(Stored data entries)
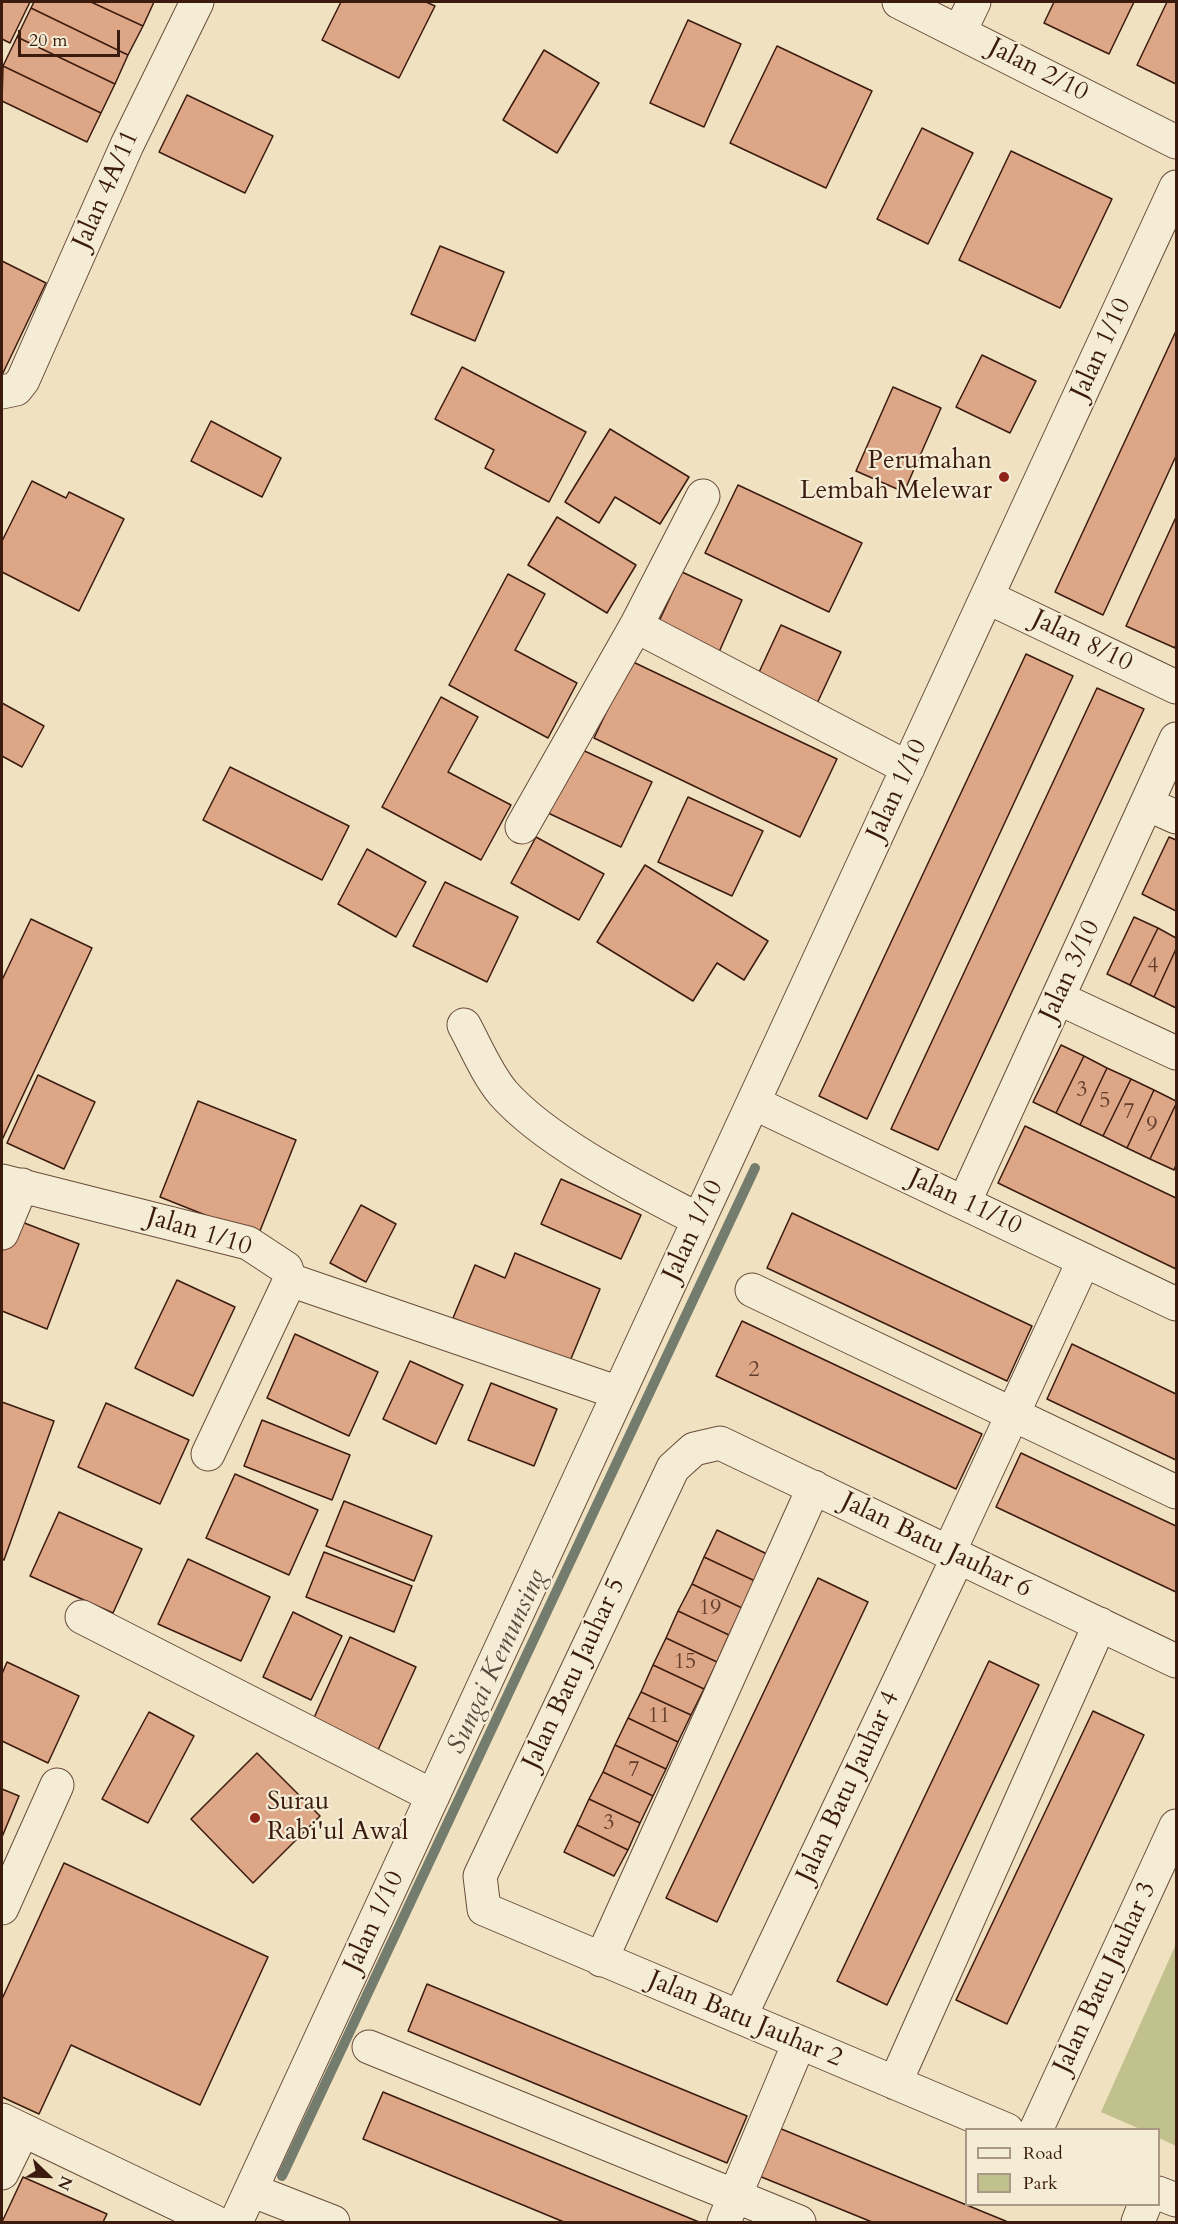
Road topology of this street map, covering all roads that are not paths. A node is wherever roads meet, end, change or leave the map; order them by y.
1 (197, 2) edge
2 (898, 2) edge
3 (974, 2) edge
4 (960, 31) junction
5 (1176, 142) edge
6 (1176, 187) edge
7 (12, 386) edge
8 (703, 496) dead end
9 (987, 597) junction
10 (636, 626) junction
11 (1176, 687) edge
12 (1176, 739) edge
13 (908, 768) junction
14 (1147, 804) junction
15 (1176, 817) edge
16 (522, 827) dead end
17 (1058, 998) junction
18 (464, 1025) dead end
19 (1176, 1053) edge
20 (754, 1103) junction
21 (12, 1183) edge
22 (964, 1203) junction
23 (699, 1220) junction
24 (2, 1233) edge
25 (1084, 1260) junction
26 (290, 1280) junction
27 (752, 1290) dead end
28 (1176, 1304) edge
29 (619, 1393) junction
30 (1011, 1414) junction
31 (694, 1449) joint
32 (208, 1454) dead end
33 (814, 1487) junction
34 (1176, 1492) edge
35 (954, 1554) junction
36 (82, 1617) dead end
37 (1100, 1624) junction
38 (1176, 1661) edge
39 (57, 1785) dead end
40 (433, 1796) junction
41 (1176, 1826) edge
42 (2, 1908) edge
43 (484, 1909) joint
44 (601, 1960) junction
45 (740, 2017) junction
46 (799, 2043) junction
47 (369, 2047) dead end
48 (895, 2083) junction
49 (12, 2125) edge
50 (1002, 2128) edge
51 (1037, 2128) edge
52 (2, 2173) edge
53 (251, 2190) junction
54 (1160, 2194) edge
55 (1176, 2200) edge
56 (1145, 2206) edge
57 (730, 2210) edge
58 (215, 2223) edge
59 (236, 2223) edge
60 (333, 2223) edge
61 (798, 2223) edge
62 (1138, 2223) edge

1 - 7 street, Jalan 4A/11
2 - 4 street, Jalan 2/10
3 - 4 street
4 - 5 street, Jalan 2/10
6 - 9 street, Jalan 1/10
8 - 10 street
9 - 11 street, Jalan 8/10
9 - 13 street, Jalan 1/10
10 - 13 street
10 - 16 street
12 - 14 street, Jalan 3/10
13 - 20 street, Jalan 1/10
14 - 15 street
14 - 17 street, Jalan 3/10
17 - 19 street
17 - 22 street, Jalan 3/10
18 - 23 street
20 - 22 street, Jalan 11/10
20 - 23 street, Jalan 1/10
21 - 24 street
21 - 26 street, Jalan 1/10
22 - 25 street, Jalan 11/10
23 - 29 street, Jalan 1/10
25 - 28 street, Jalan 11/10
25 - 30 street, Jalan Batu Jauhar 4
26 - 29 street, Jalan 1/10
26 - 32 street
27 - 30 street
29 - 40 street, Jalan 1/10
30 - 34 street
30 - 35 street, Jalan Batu Jauhar 4
31 - 33 street, Jalan Batu Jauhar 6
31 - 43 street, Jalan Batu Jauhar 5
33 - 35 street, Jalan Batu Jauhar 6
33 - 44 street
35 - 37 street, Jalan Batu Jauhar 6
35 - 45 street, Jalan Batu Jauhar 4
36 - 40 street
37 - 38 street, Jalan Batu Jauhar 6
37 - 48 street
39 - 42 street
40 - 53 street, Jalan 1/10
41 - 51 street, Jalan Batu Jauhar 3
43 - 44 street, Jalan Batu Jauhar 2
44 - 45 street, Jalan Batu Jauhar 2
45 - 46 street, Jalan Batu Jauhar 2
46 - 48 street, Jalan Batu Jauhar 2
46 - 57 street
47 - 57 street
48 - 50 street, Jalan Batu Jauhar 2
49 - 52 street
49 - 58 street
53 - 59 street, Jalan 1/10
53 - 60 street
54 - 55 street
56 - 62 street
57 - 61 street

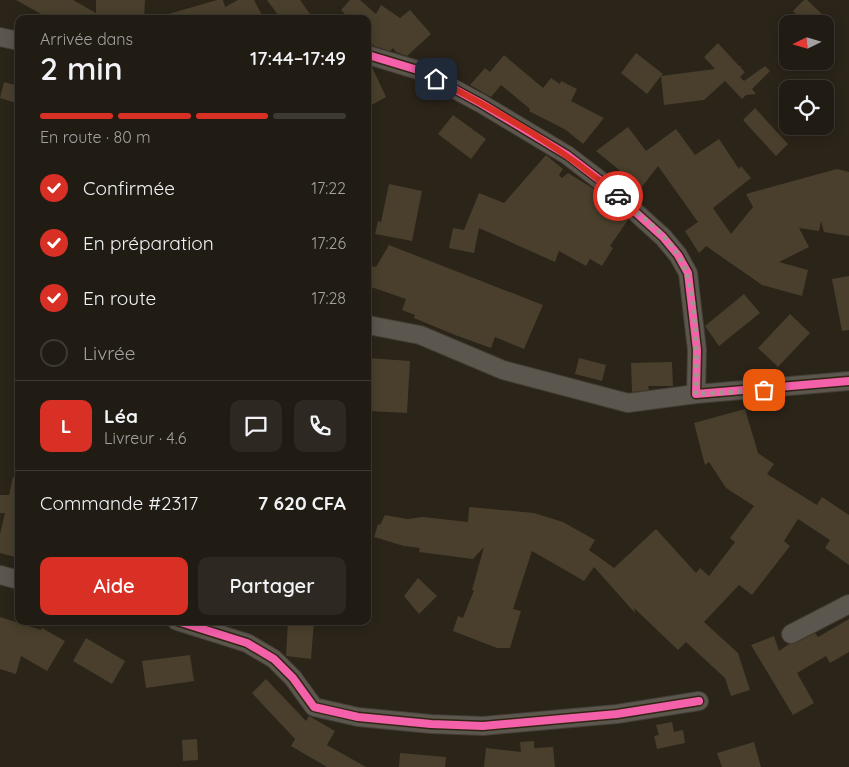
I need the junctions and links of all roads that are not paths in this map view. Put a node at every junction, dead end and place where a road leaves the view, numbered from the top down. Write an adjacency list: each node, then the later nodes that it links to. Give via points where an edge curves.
1 (0, 37): 2 (street)
2 (15, 40)
3 (371, 56): 6 (street, via 421,71 542,140 601,181 664,236 688,273 697,350)
4 (371, 326): 6 (street, via 420,335 503,370 628,403)
5 (849, 381): 6 (street)
6 (696, 394)
7 (0, 575): 8 (street)
8 (15, 579)
9 (849, 604): 11 (street)
10 (191, 625): 12 (street, via 247,643 274,659 314,707 358,717 483,726 617,714)
11 (792, 634)
12 (699, 701)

Exercise description: From the records above, tally every line that contains the string "paths"; the reply consists of that number alone.

Written solution: 2